(Stored items)
----

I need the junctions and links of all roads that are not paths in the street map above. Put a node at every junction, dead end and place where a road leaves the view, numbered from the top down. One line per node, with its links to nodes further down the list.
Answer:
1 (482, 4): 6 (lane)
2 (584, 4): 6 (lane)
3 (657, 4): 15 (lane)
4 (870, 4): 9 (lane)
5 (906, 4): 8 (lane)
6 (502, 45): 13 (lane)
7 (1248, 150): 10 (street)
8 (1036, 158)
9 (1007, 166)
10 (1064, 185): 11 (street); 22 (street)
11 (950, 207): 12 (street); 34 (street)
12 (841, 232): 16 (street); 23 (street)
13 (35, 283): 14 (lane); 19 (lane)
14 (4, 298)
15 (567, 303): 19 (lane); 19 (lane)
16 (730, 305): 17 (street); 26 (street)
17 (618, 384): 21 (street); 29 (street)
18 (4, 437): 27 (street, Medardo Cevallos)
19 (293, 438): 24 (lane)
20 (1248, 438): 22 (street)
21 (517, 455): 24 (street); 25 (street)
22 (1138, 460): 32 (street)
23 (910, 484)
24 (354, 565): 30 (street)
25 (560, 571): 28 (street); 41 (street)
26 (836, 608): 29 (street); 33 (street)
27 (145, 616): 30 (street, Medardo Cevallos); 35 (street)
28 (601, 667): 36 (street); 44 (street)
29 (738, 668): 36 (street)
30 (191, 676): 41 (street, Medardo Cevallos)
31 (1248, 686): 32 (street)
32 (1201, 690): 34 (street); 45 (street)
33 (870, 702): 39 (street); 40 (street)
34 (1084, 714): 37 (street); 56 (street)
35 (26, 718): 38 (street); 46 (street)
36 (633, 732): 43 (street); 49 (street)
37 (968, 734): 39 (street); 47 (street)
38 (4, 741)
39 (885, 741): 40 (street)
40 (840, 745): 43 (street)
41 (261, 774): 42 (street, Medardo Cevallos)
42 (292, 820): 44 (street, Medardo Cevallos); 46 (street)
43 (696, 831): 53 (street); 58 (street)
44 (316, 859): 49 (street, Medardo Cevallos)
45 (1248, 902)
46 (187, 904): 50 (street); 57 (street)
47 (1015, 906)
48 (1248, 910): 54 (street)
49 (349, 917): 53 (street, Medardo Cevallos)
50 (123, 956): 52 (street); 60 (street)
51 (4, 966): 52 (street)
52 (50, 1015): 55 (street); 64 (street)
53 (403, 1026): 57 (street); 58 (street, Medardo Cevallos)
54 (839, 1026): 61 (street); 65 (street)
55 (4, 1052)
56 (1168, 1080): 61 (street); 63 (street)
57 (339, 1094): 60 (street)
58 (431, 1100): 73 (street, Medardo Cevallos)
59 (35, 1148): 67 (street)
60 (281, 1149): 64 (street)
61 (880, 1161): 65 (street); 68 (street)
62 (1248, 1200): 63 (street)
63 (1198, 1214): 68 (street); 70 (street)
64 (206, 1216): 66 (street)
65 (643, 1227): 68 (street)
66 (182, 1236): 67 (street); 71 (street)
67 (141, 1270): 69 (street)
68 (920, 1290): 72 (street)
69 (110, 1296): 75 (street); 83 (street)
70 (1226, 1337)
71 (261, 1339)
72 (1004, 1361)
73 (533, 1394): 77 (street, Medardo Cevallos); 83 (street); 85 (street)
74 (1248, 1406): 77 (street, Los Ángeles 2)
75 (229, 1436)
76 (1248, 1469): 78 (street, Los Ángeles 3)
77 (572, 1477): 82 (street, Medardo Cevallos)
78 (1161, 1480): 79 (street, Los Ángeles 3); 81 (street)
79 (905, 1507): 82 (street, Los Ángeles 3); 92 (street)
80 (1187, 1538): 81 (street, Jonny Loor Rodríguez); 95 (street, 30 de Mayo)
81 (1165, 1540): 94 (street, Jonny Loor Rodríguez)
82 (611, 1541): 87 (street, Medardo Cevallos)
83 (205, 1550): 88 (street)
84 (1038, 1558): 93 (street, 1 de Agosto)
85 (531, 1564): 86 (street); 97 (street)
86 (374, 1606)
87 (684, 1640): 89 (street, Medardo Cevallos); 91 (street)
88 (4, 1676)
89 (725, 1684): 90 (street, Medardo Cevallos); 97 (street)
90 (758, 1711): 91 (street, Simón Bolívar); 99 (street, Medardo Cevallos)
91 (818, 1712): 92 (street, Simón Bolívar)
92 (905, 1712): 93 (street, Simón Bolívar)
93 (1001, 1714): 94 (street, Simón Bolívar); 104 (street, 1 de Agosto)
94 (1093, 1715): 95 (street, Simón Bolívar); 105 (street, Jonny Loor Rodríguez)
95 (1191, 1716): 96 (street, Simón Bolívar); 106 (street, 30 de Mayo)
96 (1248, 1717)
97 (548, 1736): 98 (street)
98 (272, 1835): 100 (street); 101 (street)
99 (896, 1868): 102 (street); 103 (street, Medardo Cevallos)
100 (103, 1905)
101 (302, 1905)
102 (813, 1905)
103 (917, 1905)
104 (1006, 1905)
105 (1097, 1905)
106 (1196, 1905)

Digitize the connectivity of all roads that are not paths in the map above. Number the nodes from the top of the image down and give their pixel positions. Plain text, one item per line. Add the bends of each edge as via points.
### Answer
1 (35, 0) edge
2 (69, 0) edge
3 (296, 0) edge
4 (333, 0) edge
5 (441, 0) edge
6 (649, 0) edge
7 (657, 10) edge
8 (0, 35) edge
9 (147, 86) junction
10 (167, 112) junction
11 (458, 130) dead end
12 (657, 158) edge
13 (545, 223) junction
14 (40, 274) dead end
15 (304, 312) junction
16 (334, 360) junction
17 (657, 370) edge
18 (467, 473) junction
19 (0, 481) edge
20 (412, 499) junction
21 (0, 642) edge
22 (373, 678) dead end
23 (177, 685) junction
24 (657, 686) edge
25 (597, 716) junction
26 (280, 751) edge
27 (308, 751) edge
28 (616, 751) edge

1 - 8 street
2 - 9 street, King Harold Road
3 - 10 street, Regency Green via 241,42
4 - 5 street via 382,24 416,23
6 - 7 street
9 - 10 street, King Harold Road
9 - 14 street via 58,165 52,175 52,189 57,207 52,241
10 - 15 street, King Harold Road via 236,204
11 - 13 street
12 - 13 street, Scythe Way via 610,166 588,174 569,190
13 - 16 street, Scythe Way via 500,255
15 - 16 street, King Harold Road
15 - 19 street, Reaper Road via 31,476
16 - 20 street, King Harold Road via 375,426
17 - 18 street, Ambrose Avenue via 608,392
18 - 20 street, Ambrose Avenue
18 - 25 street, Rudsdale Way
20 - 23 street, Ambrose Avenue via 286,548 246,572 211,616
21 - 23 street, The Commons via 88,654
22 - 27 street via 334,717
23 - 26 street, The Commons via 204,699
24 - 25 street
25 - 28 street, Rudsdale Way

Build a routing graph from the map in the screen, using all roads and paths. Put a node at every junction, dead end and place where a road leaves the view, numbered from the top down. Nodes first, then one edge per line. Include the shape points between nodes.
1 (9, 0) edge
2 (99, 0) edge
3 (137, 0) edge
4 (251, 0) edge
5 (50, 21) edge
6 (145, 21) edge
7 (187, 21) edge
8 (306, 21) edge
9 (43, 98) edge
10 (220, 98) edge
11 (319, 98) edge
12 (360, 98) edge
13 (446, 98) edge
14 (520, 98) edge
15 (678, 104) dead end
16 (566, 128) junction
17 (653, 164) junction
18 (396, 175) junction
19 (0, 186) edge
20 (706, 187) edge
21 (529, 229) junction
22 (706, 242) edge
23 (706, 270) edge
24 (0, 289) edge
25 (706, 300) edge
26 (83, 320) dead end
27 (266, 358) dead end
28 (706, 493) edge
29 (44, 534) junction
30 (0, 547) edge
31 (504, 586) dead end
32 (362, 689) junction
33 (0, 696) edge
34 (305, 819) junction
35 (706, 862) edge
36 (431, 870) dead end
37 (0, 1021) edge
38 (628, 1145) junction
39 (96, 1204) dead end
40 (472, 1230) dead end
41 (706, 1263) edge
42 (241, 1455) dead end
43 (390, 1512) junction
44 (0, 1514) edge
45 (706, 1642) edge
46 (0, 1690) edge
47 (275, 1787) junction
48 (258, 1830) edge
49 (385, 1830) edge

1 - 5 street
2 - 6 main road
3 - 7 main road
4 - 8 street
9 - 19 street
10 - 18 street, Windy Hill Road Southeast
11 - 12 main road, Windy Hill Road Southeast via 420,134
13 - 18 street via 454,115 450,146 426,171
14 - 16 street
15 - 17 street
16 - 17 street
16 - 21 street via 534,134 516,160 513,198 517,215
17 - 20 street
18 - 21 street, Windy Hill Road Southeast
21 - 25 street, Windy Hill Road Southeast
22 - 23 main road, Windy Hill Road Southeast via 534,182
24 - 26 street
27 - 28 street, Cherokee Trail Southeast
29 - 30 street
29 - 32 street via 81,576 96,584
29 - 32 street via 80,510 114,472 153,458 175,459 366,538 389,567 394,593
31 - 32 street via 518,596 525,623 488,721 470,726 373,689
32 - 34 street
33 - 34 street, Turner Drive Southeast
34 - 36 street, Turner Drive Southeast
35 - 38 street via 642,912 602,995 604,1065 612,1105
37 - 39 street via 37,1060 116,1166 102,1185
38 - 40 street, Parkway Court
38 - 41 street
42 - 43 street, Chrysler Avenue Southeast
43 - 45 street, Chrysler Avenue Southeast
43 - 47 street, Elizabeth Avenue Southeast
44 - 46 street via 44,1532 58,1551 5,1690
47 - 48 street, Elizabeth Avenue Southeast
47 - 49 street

----

In how many lines of the records does the word "King" appear? Reply with the number only.

5